Firefox extension protects against man-in-the-middle attacksAugust 26, 2008 – 8:24 PM
Researchers at Carnegie Mellon University have released an extension for Firefox 3 that can protect wireless network users from so-called “man-in-the-middle” attacks.
The software, dubbed “Perspectives,” is available for download for free.
Perspectives also protects against attacks that exploit a recently exposed flaw in the DNS system, which translates Web addresses into numerical IP addresses, said Dave Andersen, a computer science professor at Carnegie Mellon who was an adviser on the Perspectives project.
In an attack on the DNS system, someone typing in a legitimate Web address could be redirected to a malicious site without knowing it. Perspectives would pop up a warning to the Web surfer that the site they are going to is suspicious.
In general, Perspectives is designed to guide Web surfers away from malicious sites. It also is designed to assure surfers when they visit sites that are safe but which Firefox warns about because the sites are not paying a third-party Certificate Authority, such as VeriSign, to authenticate the sites and instead are using “self-signed” digital certificates, also known as keys.

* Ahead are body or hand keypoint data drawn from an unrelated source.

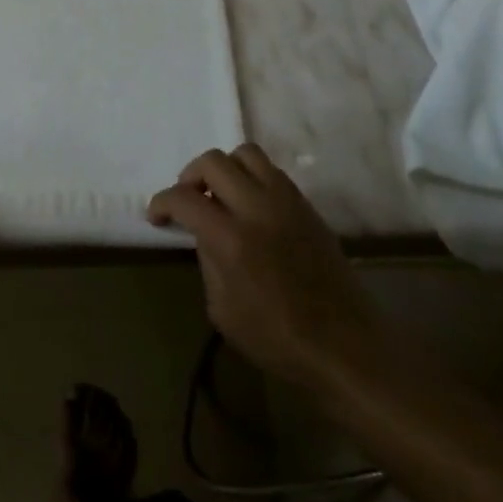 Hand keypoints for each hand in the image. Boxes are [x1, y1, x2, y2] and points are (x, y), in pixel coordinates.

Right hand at [148, 144, 382, 393]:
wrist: (346, 347)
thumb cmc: (278, 340)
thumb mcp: (222, 310)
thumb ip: (207, 261)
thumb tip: (204, 233)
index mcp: (231, 238)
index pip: (184, 198)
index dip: (162, 202)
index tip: (156, 215)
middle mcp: (257, 208)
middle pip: (213, 161)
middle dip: (190, 176)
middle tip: (188, 201)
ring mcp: (286, 202)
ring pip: (245, 154)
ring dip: (224, 169)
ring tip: (220, 195)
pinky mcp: (307, 206)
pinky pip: (272, 172)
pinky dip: (252, 178)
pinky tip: (250, 206) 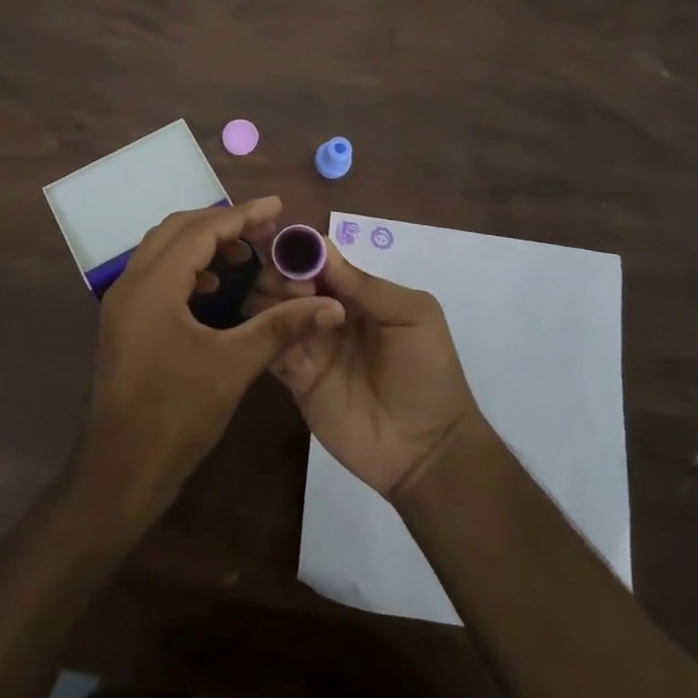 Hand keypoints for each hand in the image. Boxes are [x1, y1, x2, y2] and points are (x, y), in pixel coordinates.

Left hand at [74, 197, 344, 524]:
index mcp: (153, 286)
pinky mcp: (123, 324)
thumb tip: (331, 306)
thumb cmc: (176, 415)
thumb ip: (281, 328)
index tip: (278, 207)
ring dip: (201, 244)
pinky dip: (186, 269)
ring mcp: (121, 305)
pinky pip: (155, 275)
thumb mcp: (233, 366)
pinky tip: (212, 289)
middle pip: (176, 230)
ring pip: (162, 251)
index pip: (201, 231)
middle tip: (263, 230)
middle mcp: (130, 284)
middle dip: (221, 223)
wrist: (120, 472)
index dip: (242, 216)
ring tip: (242, 255)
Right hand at [260, 239, 478, 500]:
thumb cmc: (429, 372)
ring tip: (295, 310)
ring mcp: (307, 343)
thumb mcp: (412, 315)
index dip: (298, 249)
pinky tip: (285, 338)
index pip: (316, 258)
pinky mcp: (294, 377)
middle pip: (284, 278)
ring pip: (269, 308)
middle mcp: (324, 310)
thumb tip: (319, 248)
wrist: (427, 448)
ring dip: (272, 299)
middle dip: (282, 272)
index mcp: (354, 291)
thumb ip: (366, 284)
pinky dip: (268, 335)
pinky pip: (269, 347)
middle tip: (299, 288)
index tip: (289, 250) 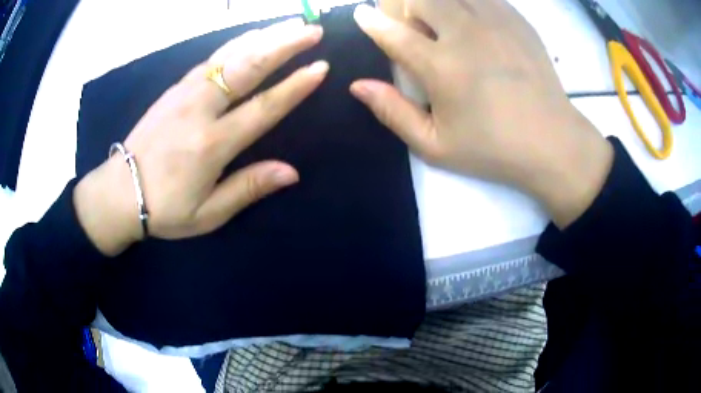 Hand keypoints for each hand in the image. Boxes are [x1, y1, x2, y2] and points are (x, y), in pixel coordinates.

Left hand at [74, 19, 328, 255]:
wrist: (118, 192)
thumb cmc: (164, 208)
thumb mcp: (207, 213)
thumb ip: (247, 188)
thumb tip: (291, 172)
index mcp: (211, 144)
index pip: (262, 108)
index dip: (294, 86)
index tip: (320, 67)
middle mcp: (200, 110)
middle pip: (248, 67)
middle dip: (284, 45)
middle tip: (313, 31)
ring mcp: (185, 93)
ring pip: (230, 54)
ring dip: (263, 36)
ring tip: (291, 24)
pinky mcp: (175, 88)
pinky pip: (212, 57)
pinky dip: (237, 42)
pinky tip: (252, 35)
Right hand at [351, 0, 613, 227]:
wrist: (553, 142)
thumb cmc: (493, 149)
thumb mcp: (436, 146)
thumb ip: (393, 113)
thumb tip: (358, 86)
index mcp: (442, 67)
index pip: (393, 32)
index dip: (371, 22)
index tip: (362, 15)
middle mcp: (465, 34)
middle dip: (407, 8)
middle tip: (417, 29)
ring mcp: (495, 23)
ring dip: (438, 3)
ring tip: (446, 25)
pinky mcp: (517, 21)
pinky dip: (468, 3)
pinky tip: (474, 24) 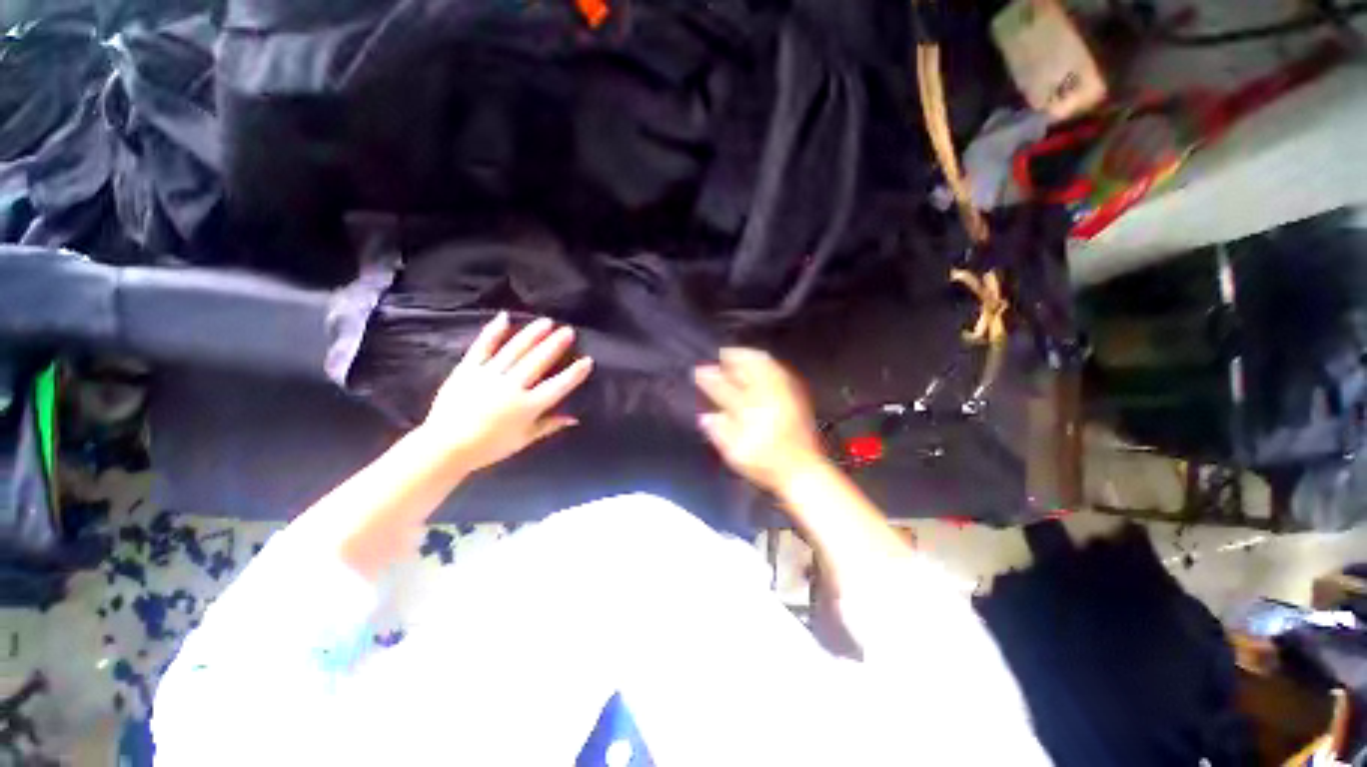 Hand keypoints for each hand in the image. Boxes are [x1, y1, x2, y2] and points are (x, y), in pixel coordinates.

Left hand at [423, 313, 592, 472]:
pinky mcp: (468, 369)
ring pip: (515, 351)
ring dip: (532, 335)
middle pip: (537, 362)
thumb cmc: (489, 447)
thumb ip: (549, 425)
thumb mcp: (524, 440)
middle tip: (568, 331)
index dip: (574, 374)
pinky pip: (482, 347)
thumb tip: (575, 418)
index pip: (557, 387)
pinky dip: (494, 332)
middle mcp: (511, 387)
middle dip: (555, 345)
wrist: (445, 447)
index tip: (587, 360)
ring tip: (547, 322)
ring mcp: (488, 376)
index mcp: (527, 407)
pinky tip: (504, 317)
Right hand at [694, 348, 825, 493]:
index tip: (698, 371)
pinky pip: (779, 371)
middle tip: (720, 354)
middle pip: (746, 370)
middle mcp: (766, 397)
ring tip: (737, 353)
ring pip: (764, 366)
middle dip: (731, 359)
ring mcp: (783, 394)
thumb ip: (719, 433)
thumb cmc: (766, 464)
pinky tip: (761, 363)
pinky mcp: (796, 396)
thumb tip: (705, 417)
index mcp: (748, 410)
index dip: (709, 379)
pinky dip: (766, 363)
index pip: (724, 389)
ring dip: (748, 356)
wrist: (802, 470)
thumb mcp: (736, 454)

Signing up with a Certificate Authority can be expensive and time-consuming, so some sites prefer to do it themselves, Andersen said. If they do, Firefox penalizes them by displaying an error message that says the browser is unable to verify that the site can be trusted.
The messages leave Web surfers confused and they may either avoid a legitimately safe site or get used to automatically accepting certificates with the warning and inadvertently trust a malicious site at some point.